European settlement in the South Wairarapa region began in the mid-1800s, with pastoral farming becoming established on much of the cleared land. Within this context, Ngawi itself developed as a small commercial fishing base, taking advantage of the abundant kaimoana (seafood) such as crayfish and pāua along the exposed Cook Strait coast. Although the village never grew into a large town, it became known for its robust fishing community and its distinctive practice of using bulldozers and tractors to launch boats straight from the beach due to the absence of a sheltered harbour (a local custom that reflects the rugged working culture of the settlement).

In May 2006, filmmaker Peter Salmon shot a short film called 'Fog' in Ngawi. Salmon was drawn to the area's unique landscape and isolated feel. 'Fog' premiered at Critic's Week at the Cannes Film Festival in 2007. It stars Joe Dekkers-Reihana, Chelsie Crayford Preston, Jim Moriarty and Tina Cook.

== Demographics ==
Ngawi locality covers 5.48 km2. It is part of the larger Aorangi Forest statistical area.

Ngawi had a population of 51 in the 2023 New Zealand census, unchanged since the 2018 census, and an increase of 18 people (54.5%) since the 2013 census. There were 27 males and 21 females in 30 dwellings. The median age was 66.9 years (compared with 38.1 years nationally). There were 3 people (5.9%) aged 15 to 29, 21 (41.2%) aged 30 to 64, and 24 (47.1%) aged 65 or older.

People could identify as more than one ethnicity. The results were 94.1% European (Pākehā), and 5.9% Māori. English was spoken by 100.0%, and Māori by 5.9%. The percentage of people born overseas was 11.8, compared with 28.8% nationally.

The sole religious affiliation given was 29.4% Christian. People who answered that they had no religion were 64.7%, and 5.9% of people did not answer the census question.
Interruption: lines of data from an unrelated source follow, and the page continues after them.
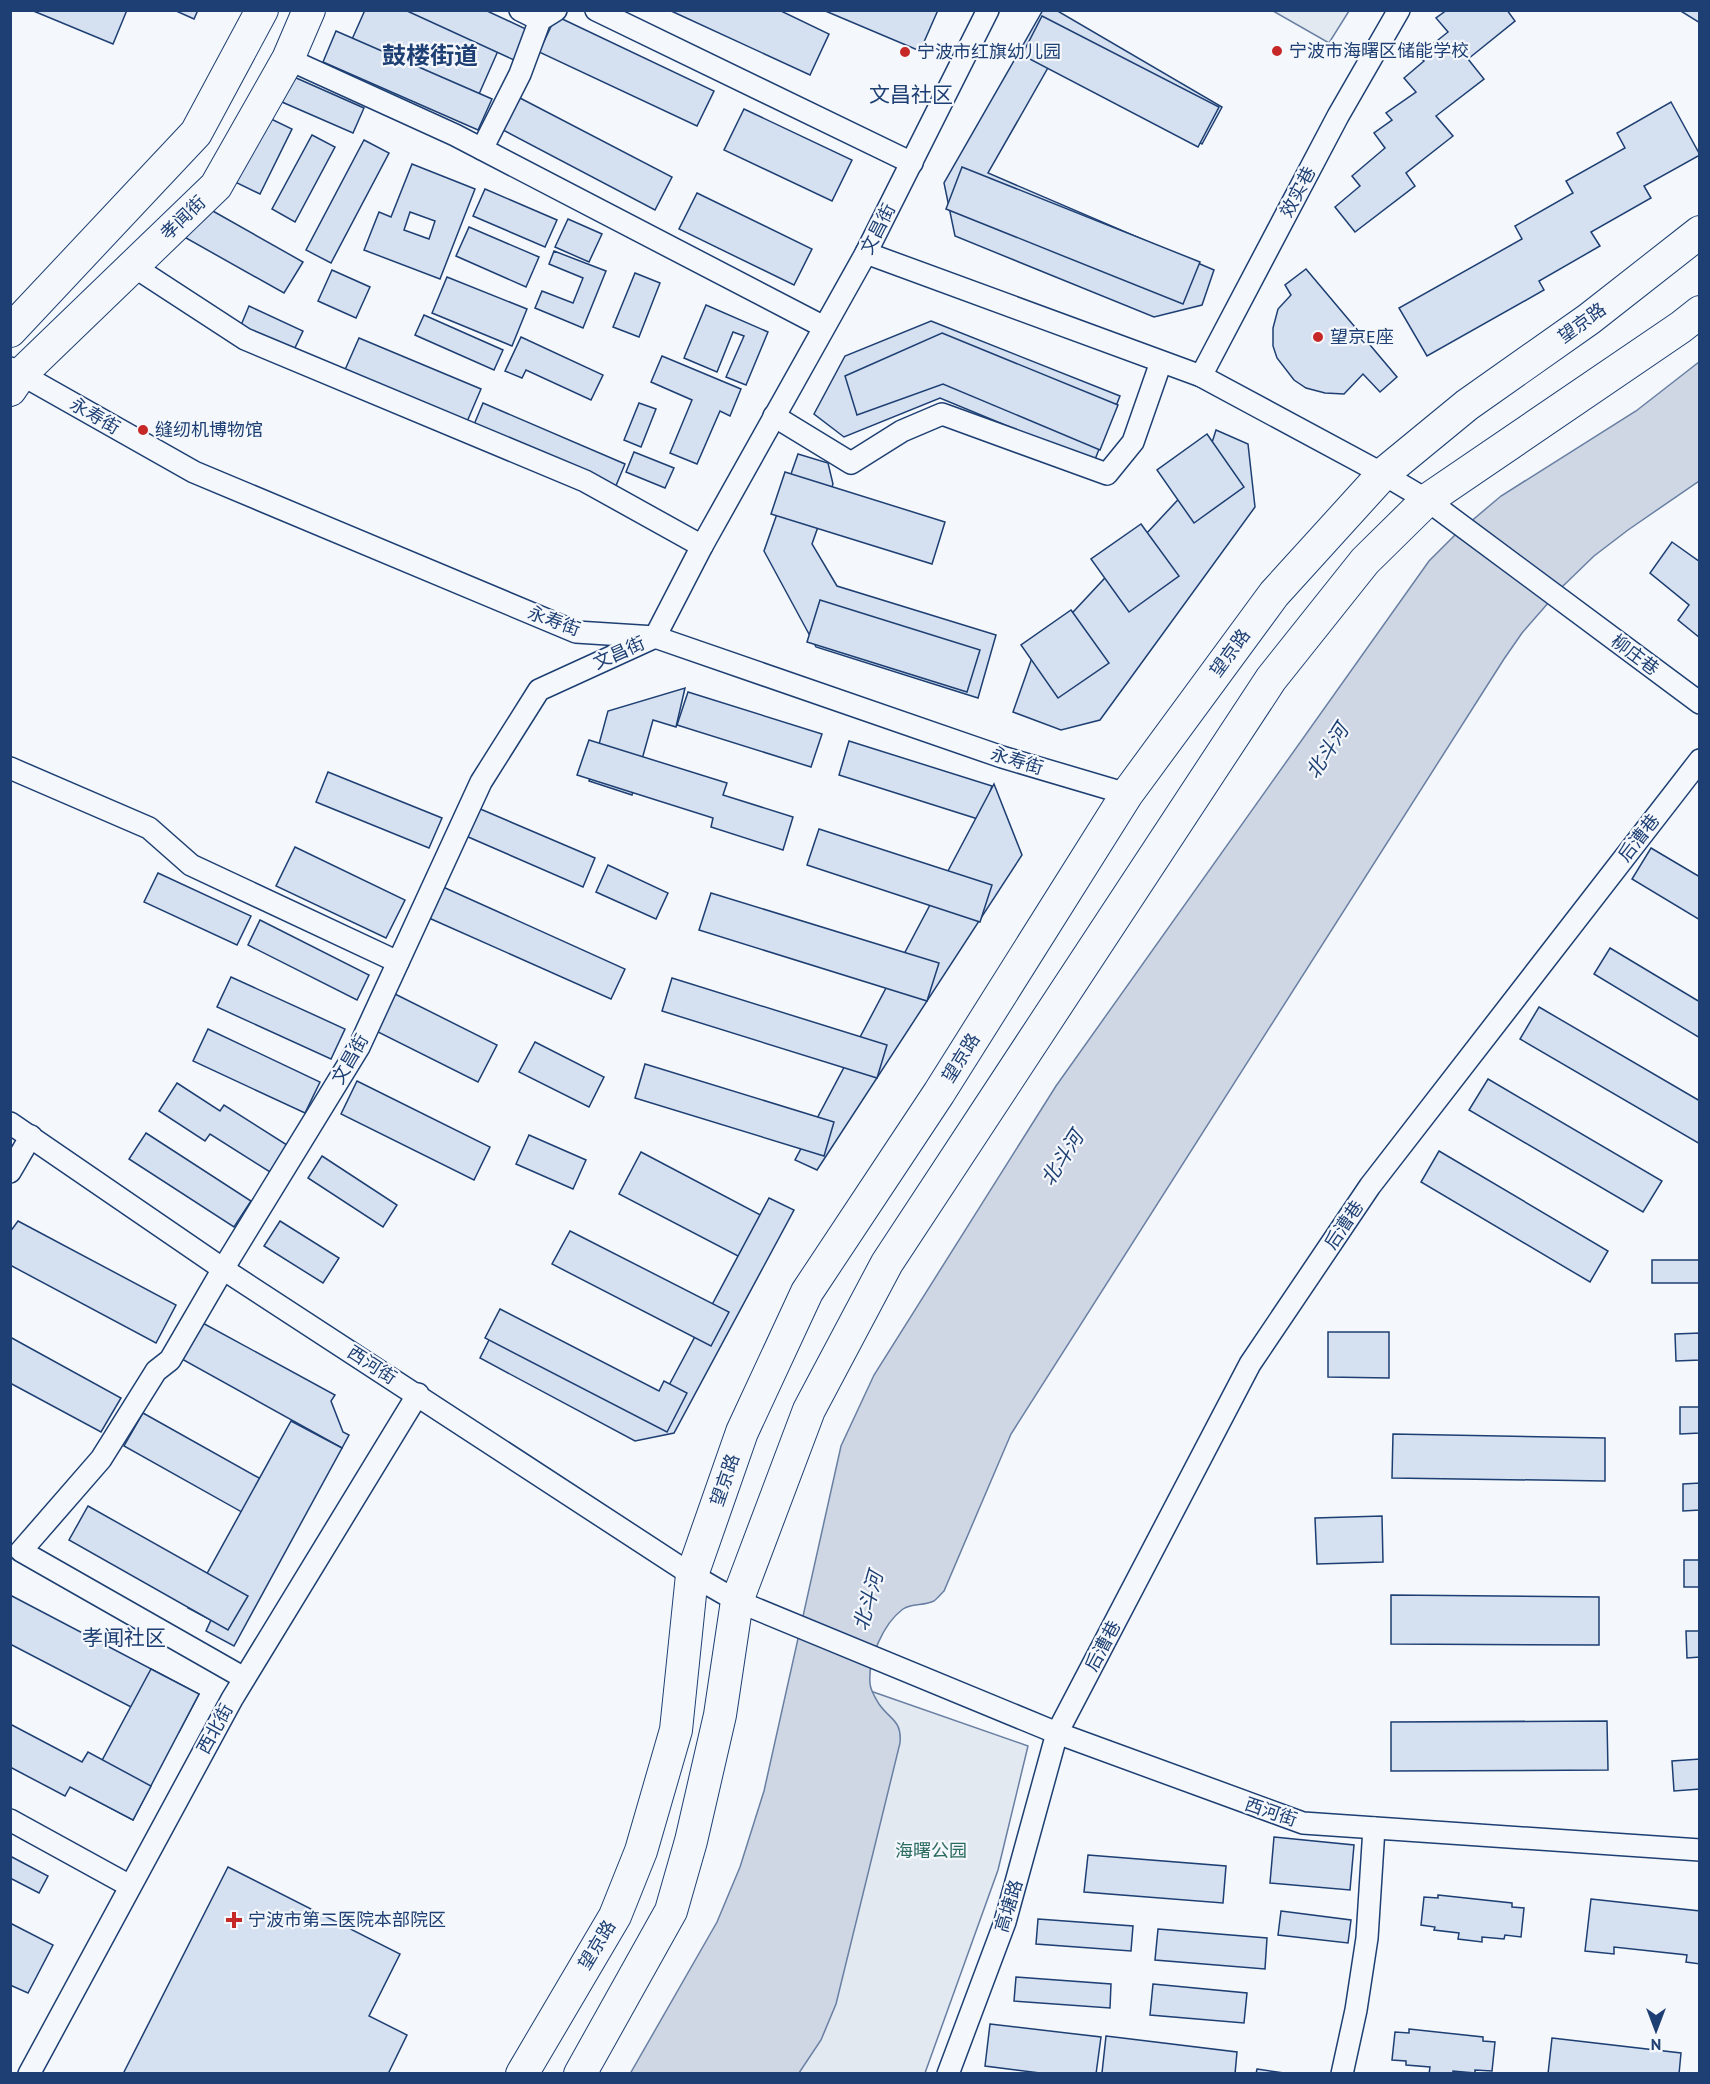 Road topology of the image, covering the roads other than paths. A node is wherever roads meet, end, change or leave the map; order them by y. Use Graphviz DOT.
graph roads {
  1 [pos="262,10"];
  2 [pos="309,10"];
  3 [pos="520,10"];
  4 [pos="596,10"];
  5 [pos="988,10"];
  6 [pos="1399,10"];
  7 [pos="548,15"];
  8 [pos="288,59"];
  9 [pos="482,149"];
  10 [pos="912,163"];
  11 [pos="1700,232"];
  12 [pos="866,253"];
  13 [pos="133,266"];
  14 [pos="1700,312"];
  15 [pos="824,327"];
  16 [pos="10,331"];
  17 [pos="1161,362"];
  18 [pos="1201,376"];
  19 [pos="14,378"];
  20 [pos="774,416"];
  21 [pos="1383,474"];
  22 [pos="1426,500"];
  23 [pos="702,546"];
  24 [pos="655,637"];
  25 [pos="1700,703"];
  26 [pos="1700,760"];
  27 [pos="10,768"];
  28 [pos="1127,794"];
  29 [pos="398,962"];
  30 [pos="10,1123"];
  31 [pos="31,1136"];
  32 [pos="10,1172"];
  33 [pos="223,1269"];
  34 [pos="418,1394"];
  35 [pos="692,1575"];
  36 [pos="737,1601"];
  37 [pos="244,1678"];
  38 [pos="1057,1733"];
  39 [pos="10,1820"];
  40 [pos="1374,1828"];
  41 [pos="1700,1850"];
  42 [pos="130,1886"];
  43 [pos="29,2073"];
  44 [pos="522,2073"];
  45 [pos="580,2073"];
  46 [pos="948,2073"];
  47 [pos="1342,2073"];
  1 -- 16 [label="main road"];
  2 -- 8 [label="main road, 孝闻街"];
  3 -- 7 [label="street"];
  4 -- 10 [label="street"];
  5 -- 10 [label="street, 文昌街"];
  6 -- 18 [label="street, 效实巷"];
  7 -- 9 [label="street"];
  8 -- 9 [label="street"];
  8 -- 13 [label="main road, 孝闻街"];
  9 -- 15 [label="street"];
  10 -- 12 [label="street, 文昌街"];
  11 -- 21 [label="main road, 望京路"];
  12 -- 15 [label="street, 文昌街"];
  12 -- 17 [label="street, 柳庄巷"];
  13 -- 19 [label="main road, 孝闻街"];
  13 -- 23 [label="street"];
  14 -- 22 [label="main road"];
  15 -- 20 [label="street, 文昌街"];
  17 -- 18 [label="street, 柳庄巷"];
  17 -- 20 [label="street"];
  18 -- 21 [label="street, 柳庄巷"];
  19 -- 24 [label="street, 永寿街"];
  20 -- 23 [label="street, 文昌街"];
  21 -- 22 [label="street, 柳庄巷"];
  21 -- 28 [label="main road, 望京路"];
  22 -- 25 [label="street, 柳庄巷"];
  22 -- 36 [label="main road"];
  23 -- 24 [label="street, 文昌街"];
  24 -- 28 [label="street, 永寿街"];
  24 -- 29 [label="street, 文昌街"];
  26 -- 38 [label="street, 后漕巷"];
  27 -- 29 [label="street"];
  28 -- 35 [label="main road, 望京路"];
  29 -- 33 [label="street, 文昌街"];
  30 -- 31 [label="street, 西河街"];
  31 -- 32 [label="street"];
  31 -- 33 [label="street, 西河街"];
  33 -- 34 [label="street, 西河街"];
  33 -- 37 [label="street, 文昌街"];
  34 -- 35 [label="street, 西河街"];
  34 -- 37 [label="street, 西北街"];
  35 -- 36 [label="street, 西河街"];
  35 -- 44 [label="main road, 望京路"];
  36 -- 38 [label="street, 西河街"];
  36 -- 45 [label="main road"];
  37 -- 42 [label="street, 西北街"];
  38 -- 40 [label="street, 西河街"];
  38 -- 46 [label="street, 高塘路"];
  39 -- 42 [label="street"];
  40 -- 41 [label="street, 西河街"];
  40 -- 47 [label="street"];
  42 -- 43 [label="street, 西北街"];
}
Of those at least 15 years old, 6 (11.8%) people had a bachelor's or higher degree, 24 (47.1%) had a post-high school certificate or diploma, and 18 (35.3%) people exclusively held high school qualifications. The median income was $29,300, compared with $41,500 nationally. 3 people (5.9%) earned over $100,000 compared to 12.1% nationally. The employment status of those at least 15 was 18 (35.3%) full-time and 9 (17.6%) part-time.